Scaling to the Limit | Determine Max Throughput

Sponsored Post

Scaling to the Limit | Determine Max Throughput

Max throughput is a critical aspect of measuring application performance and stability, determining the threshold at which an application can process requests without compromising on factors like latency. Understanding the maximum possible transactions-per-second (TPS) helps engineering managers gain confidence in the system’s ability to avoid unexpected downtime.

When determining max TPS, it’s vital to consider factors such as ramp patterns, sustained TPS, and spike TPS. Realistically simulating these during testing provides a more accurate assessment of your application’s capabilities, and is discussed in more detail later.

This post aims to offer a concise, step-by-step guide for determining your application’s max TPS using production traffic replication in Kubernetes, along with an understanding of important considerations.
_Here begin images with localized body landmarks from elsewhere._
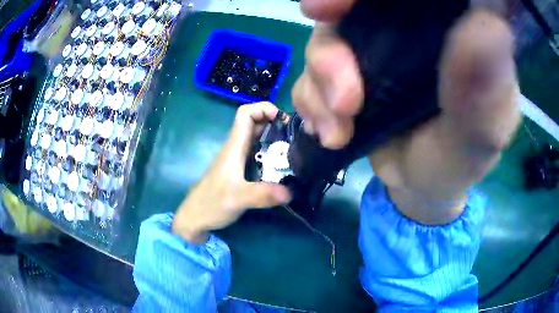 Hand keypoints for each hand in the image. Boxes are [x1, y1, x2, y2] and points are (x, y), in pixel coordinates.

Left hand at [172, 102, 291, 243]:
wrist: (196, 217)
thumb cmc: (212, 203)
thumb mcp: (237, 198)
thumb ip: (261, 195)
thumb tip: (290, 191)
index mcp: (234, 147)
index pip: (245, 114)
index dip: (263, 108)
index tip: (283, 119)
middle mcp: (236, 149)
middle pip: (254, 123)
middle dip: (275, 123)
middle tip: (296, 136)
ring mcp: (237, 160)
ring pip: (257, 139)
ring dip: (275, 138)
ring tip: (294, 149)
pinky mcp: (240, 171)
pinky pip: (257, 154)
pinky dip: (271, 154)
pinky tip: (282, 166)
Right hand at [295, 1, 521, 223]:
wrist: (422, 186)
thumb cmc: (458, 163)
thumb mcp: (481, 138)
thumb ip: (487, 95)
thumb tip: (492, 29)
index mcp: (452, 30)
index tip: (330, 10)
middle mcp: (411, 29)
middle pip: (355, 9)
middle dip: (331, 45)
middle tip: (343, 99)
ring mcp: (376, 48)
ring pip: (325, 38)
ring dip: (320, 84)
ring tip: (338, 130)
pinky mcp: (351, 70)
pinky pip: (312, 71)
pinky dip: (311, 99)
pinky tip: (329, 130)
By the end, you’ll be able to gain valuable insights and make informed decisions on how to optimize and scale your system.
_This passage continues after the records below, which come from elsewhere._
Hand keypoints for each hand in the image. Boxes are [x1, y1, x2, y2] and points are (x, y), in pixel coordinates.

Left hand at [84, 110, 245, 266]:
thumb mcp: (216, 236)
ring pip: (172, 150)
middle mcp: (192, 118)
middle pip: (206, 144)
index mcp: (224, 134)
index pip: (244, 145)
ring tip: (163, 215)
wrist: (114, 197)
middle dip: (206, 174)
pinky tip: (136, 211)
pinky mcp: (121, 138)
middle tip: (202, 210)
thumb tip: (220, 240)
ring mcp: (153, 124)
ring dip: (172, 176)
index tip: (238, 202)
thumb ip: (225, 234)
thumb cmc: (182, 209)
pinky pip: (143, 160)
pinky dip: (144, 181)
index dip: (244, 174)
Why Is Max TPS an Important Metric?

Management may often ask to understand the breaking point of applications in which case engineers must provide an accurate answer, requiring engineers to determine max TPS. Determining max TPS is also often done to aid in decision-making, helping engineers and engineering managers decide on which optimizations to prioritize or what changes are needed to accommodate future changes or events, though results are only truly realistic when replicating production traffic.

Running tests to determine max TPS will reveal whether the infrastructure and applications can handle this and what parts may require optimizations. An expected 20% growth may have teams modify autoscaling rules to spin up 20% more instances, which neglects to verify whether new instances can spin up fast enough.
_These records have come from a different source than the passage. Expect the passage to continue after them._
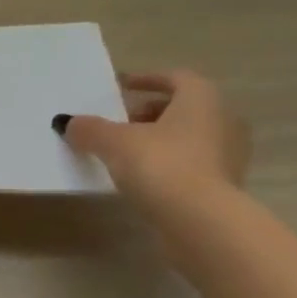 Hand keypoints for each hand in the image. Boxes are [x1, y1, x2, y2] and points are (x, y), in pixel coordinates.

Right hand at [59, 70, 250, 218]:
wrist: (200, 220)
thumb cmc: (161, 165)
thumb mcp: (114, 143)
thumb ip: (90, 129)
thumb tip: (67, 122)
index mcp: (201, 98)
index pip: (175, 77)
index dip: (146, 79)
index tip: (121, 86)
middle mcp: (223, 119)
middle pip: (182, 107)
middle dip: (149, 112)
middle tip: (119, 123)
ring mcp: (229, 154)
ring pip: (188, 136)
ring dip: (159, 139)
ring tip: (126, 153)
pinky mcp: (225, 184)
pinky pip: (192, 163)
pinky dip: (169, 163)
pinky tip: (144, 178)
The many factors influencing scale-up time and readiness require thorough testing to simulate what will happen in production. This testing also creates an understanding of application behavior, removing the fear of spikes, and allowing you to size pods with appropriate headroom to avoid overprovisioning and reduce costs.

Strategies and Considerations for Assessing Max Throughput

Simulating production is the overall strategy and requires an understanding of the tactics needed in order to accomplish it. In general, any test aiming to determine application behavior is done via load generation. However, the points below specify the specific considerations essential to determining max TPS.

Ramp Patterns

Setting an improper ramp time will invalidate the accuracy of any TPS test as application behavior can vary wildly depending on how traffic ramps up or tails down, with different failures showing up at different load patterns.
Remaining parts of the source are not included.